### Provided records:
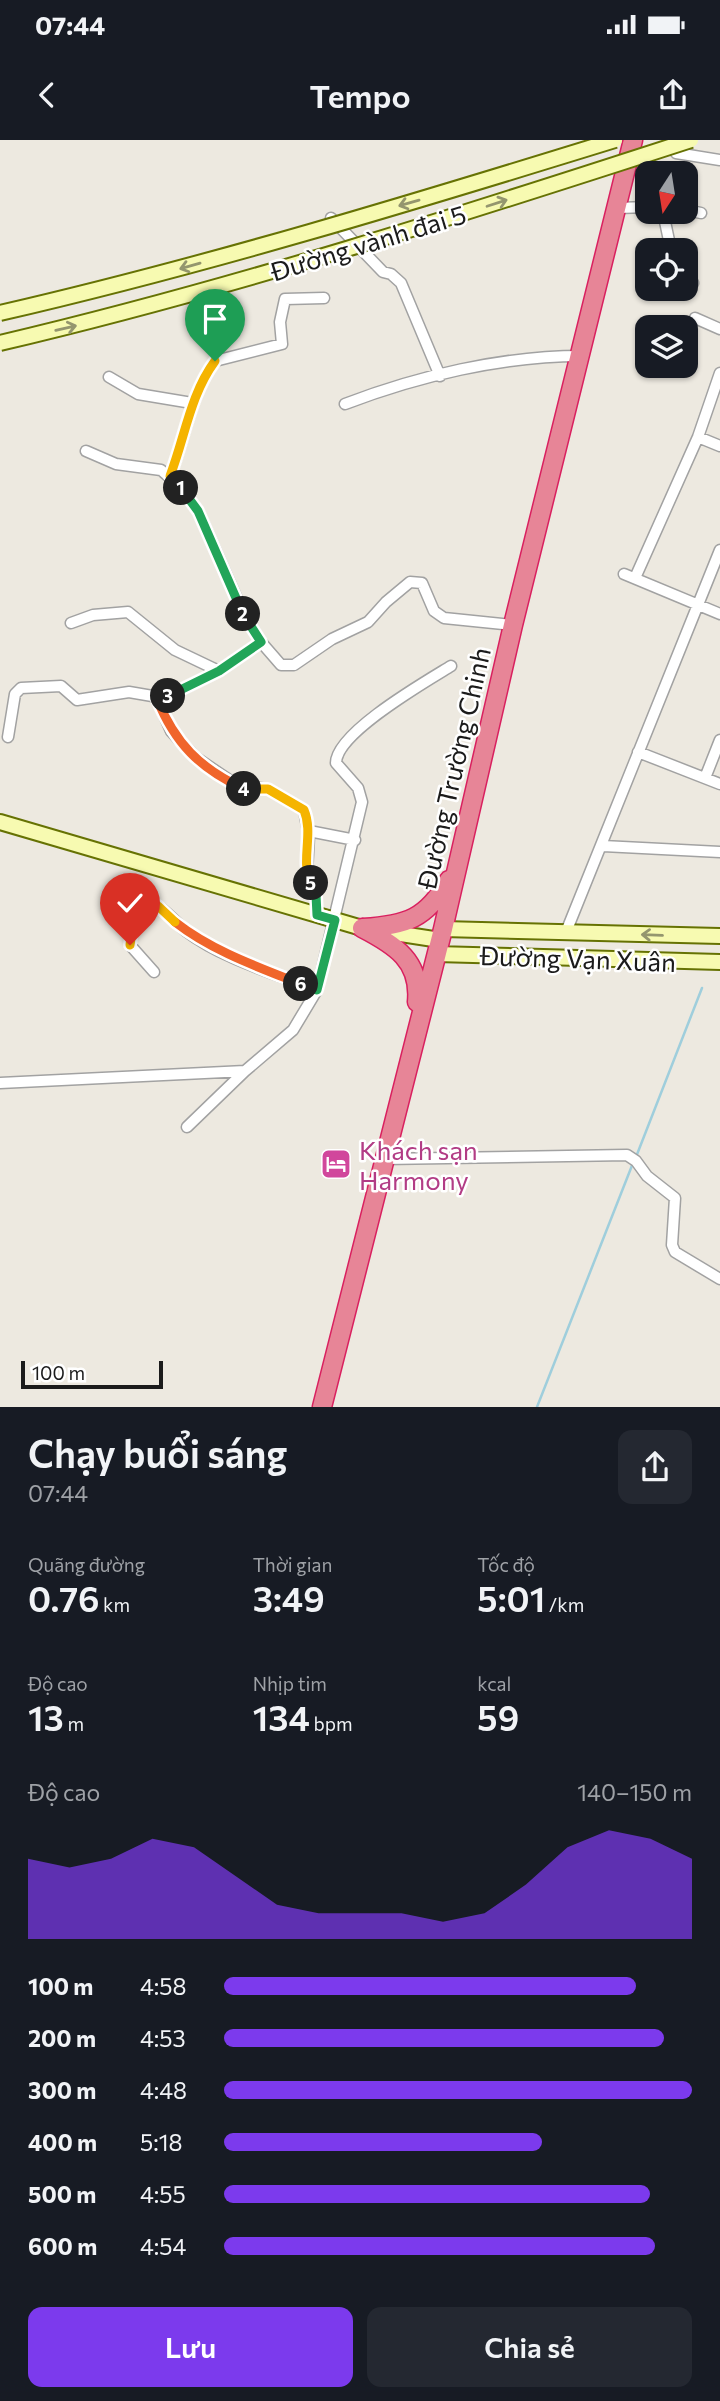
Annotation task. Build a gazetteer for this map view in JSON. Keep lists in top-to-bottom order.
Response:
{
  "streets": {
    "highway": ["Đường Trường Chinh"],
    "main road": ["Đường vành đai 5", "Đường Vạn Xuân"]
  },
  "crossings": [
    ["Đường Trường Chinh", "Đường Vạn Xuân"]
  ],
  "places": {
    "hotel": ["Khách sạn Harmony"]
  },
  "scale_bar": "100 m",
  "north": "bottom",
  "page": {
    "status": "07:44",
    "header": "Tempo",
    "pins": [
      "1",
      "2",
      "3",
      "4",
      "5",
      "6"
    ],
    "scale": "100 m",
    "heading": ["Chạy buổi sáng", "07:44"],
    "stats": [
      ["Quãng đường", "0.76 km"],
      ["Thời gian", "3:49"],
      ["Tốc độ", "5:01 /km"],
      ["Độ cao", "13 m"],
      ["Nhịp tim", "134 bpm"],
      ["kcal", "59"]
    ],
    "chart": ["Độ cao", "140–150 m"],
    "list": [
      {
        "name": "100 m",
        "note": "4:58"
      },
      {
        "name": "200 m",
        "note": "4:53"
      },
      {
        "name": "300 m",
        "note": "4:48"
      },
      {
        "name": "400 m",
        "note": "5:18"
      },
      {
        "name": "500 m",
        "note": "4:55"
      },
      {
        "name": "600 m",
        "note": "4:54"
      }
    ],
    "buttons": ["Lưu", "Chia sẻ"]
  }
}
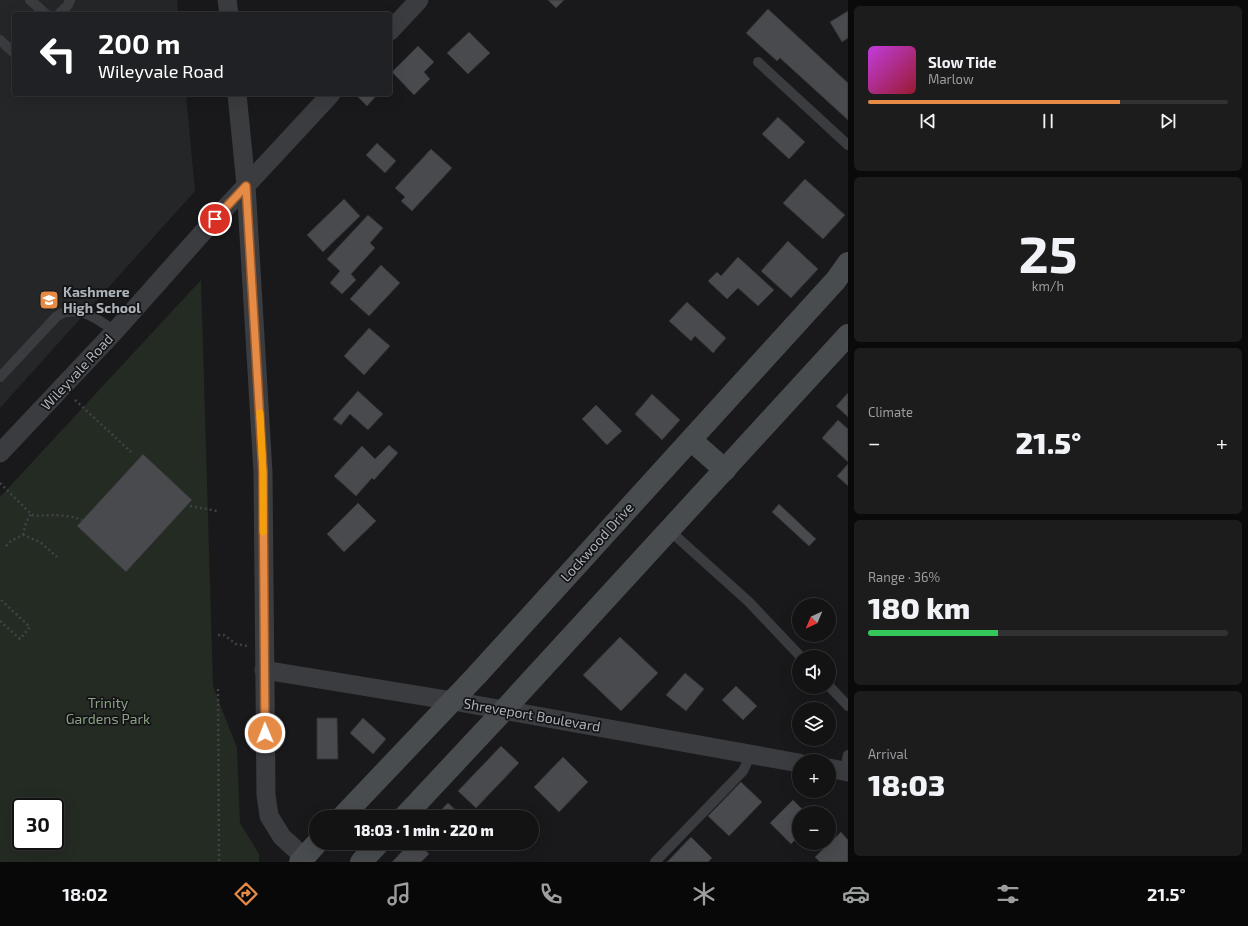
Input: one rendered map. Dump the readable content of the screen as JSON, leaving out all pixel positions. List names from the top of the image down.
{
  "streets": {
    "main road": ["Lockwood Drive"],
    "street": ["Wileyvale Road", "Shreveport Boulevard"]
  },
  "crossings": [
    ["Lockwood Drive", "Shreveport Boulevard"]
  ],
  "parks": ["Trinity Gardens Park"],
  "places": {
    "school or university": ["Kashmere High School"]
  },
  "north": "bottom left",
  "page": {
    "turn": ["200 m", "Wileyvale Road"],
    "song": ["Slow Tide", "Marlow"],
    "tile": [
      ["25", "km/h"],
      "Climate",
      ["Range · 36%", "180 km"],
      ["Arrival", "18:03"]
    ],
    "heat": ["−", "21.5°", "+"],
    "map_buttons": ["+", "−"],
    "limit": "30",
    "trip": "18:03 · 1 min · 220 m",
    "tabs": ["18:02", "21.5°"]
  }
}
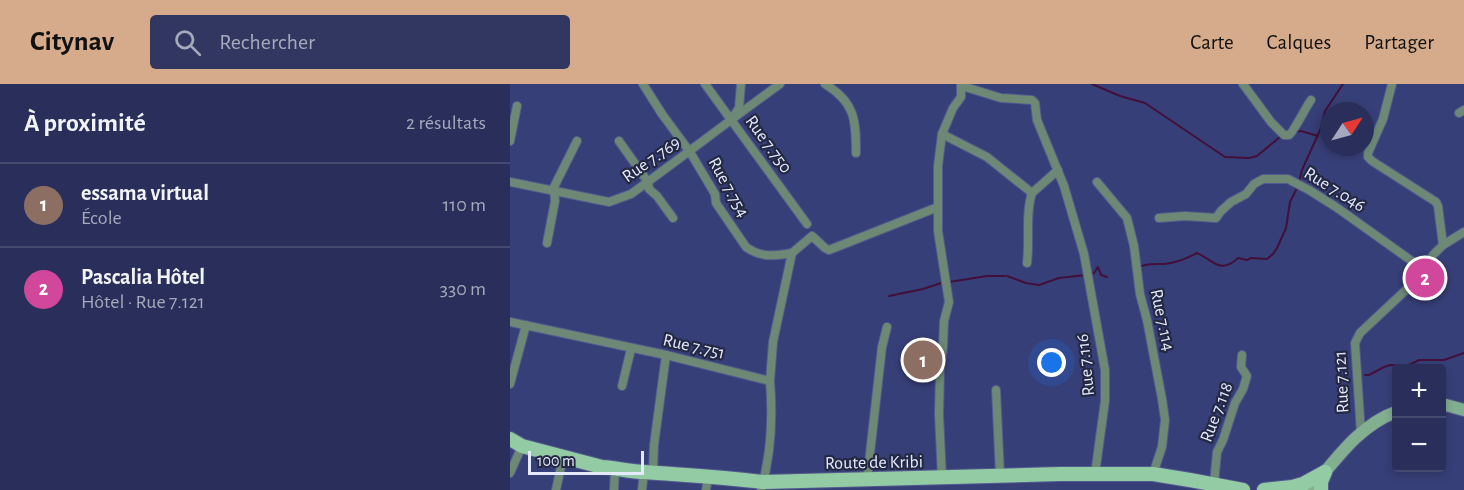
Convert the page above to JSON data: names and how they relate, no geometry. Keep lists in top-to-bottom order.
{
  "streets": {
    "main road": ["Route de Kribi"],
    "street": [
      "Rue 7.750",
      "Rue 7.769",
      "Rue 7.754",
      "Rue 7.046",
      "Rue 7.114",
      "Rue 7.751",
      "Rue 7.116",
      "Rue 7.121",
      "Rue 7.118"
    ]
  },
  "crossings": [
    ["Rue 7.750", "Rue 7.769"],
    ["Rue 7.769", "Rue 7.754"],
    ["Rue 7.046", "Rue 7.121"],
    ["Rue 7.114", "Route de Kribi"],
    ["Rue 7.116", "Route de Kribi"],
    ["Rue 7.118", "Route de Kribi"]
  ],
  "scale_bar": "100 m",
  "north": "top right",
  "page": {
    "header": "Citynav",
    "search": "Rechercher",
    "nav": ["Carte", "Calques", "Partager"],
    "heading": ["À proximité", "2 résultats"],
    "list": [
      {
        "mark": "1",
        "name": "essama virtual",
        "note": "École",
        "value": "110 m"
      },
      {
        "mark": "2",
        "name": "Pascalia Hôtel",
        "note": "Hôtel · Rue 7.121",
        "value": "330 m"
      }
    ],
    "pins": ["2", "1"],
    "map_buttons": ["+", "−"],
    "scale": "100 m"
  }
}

### What is being asked:
If a picture appears among the entries, omit it and reproduce everything else exactly.

### Written answer:
Annotation task. Build a gazetteer for this map view in JSON. Keep lists in top-to-bottom order.
Response:
{
  "streets": {
    "highway": ["Đường Trường Chinh"],
    "main road": ["Đường vành đai 5", "Đường Vạn Xuân"]
  },
  "crossings": [
    ["Đường Trường Chinh", "Đường Vạn Xuân"]
  ],
  "places": {
    "hotel": ["Khách sạn Harmony"]
  },
  "scale_bar": "100 m",
  "north": "bottom",
  "page": {
    "status": "07:44",
    "header": "Tempo",
    "pins": [
      "1",
      "2",
      "3",
      "4",
      "5",
      "6"
    ],
    "scale": "100 m",
    "heading": ["Chạy buổi sáng", "07:44"],
    "stats": [
      ["Quãng đường", "0.76 km"],
      ["Thời gian", "3:49"],
      ["Tốc độ", "5:01 /km"],
      ["Độ cao", "13 m"],
      ["Nhịp tim", "134 bpm"],
      ["kcal", "59"]
    ],
    "chart": ["Độ cao", "140–150 m"],
    "list": [
      {
        "name": "100 m",
        "note": "4:58"
      },
      {
        "name": "200 m",
        "note": "4:53"
      },
      {
        "name": "300 m",
        "note": "4:48"
      },
      {
        "name": "400 m",
        "note": "5:18"
      },
      {
        "name": "500 m",
        "note": "4:55"
      },
      {
        "name": "600 m",
        "note": "4:54"
      }
    ],
    "buttons": ["Lưu", "Chia sẻ"]
  }
}
Input: one rendered map. Dump the readable content of the screen as JSON, leaving out all pixel positions. List names from the top of the image down.
{
  "streets": {
    "main road": ["Lockwood Drive"],
    "street": ["Wileyvale Road", "Shreveport Boulevard"]
  },
  "crossings": [
    ["Lockwood Drive", "Shreveport Boulevard"]
  ],
  "parks": ["Trinity Gardens Park"],
  "places": {
    "school or university": ["Kashmere High School"]
  },
  "north": "bottom left",
  "page": {
    "turn": ["200 m", "Wileyvale Road"],
    "song": ["Slow Tide", "Marlow"],
    "tile": [
      ["25", "km/h"],
      "Climate",
      ["Range · 36%", "180 km"],
      ["Arrival", "18:03"]
    ],
    "heat": ["−", "21.5°", "+"],
    "map_buttons": ["+", "−"],
    "limit": "30",
    "trip": "18:03 · 1 min · 220 m",
    "tabs": ["18:02", "21.5°"]
  }
}
Convert the page above to JSON data: names and how they relate, no geometry. Keep lists in top-to-bottom order.
{
  "streets": {
    "main road": ["Route de Kribi"],
    "street": [
      "Rue 7.750",
      "Rue 7.769",
      "Rue 7.754",
      "Rue 7.046",
      "Rue 7.114",
      "Rue 7.751",
      "Rue 7.116",
      "Rue 7.121",
      "Rue 7.118"
    ]
  },
  "crossings": [
    ["Rue 7.750", "Rue 7.769"],
    ["Rue 7.769", "Rue 7.754"],
    ["Rue 7.046", "Rue 7.121"],
    ["Rue 7.114", "Route de Kribi"],
    ["Rue 7.116", "Route de Kribi"],
    ["Rue 7.118", "Route de Kribi"]
  ],
  "scale_bar": "100 m",
  "north": "top right",
  "page": {
    "header": "Citynav",
    "search": "Rechercher",
    "nav": ["Carte", "Calques", "Partager"],
    "heading": ["À proximité", "2 résultats"],
    "list": [
      {
        "mark": "1",
        "name": "essama virtual",
        "note": "École",
        "value": "110 m"
      },
      {
        "mark": "2",
        "name": "Pascalia Hôtel",
        "note": "Hôtel · Rue 7.121",
        "value": "330 m"
      }
    ],
    "pins": ["2", "1"],
    "map_buttons": ["+", "−"],
    "scale": "100 m"
  }
}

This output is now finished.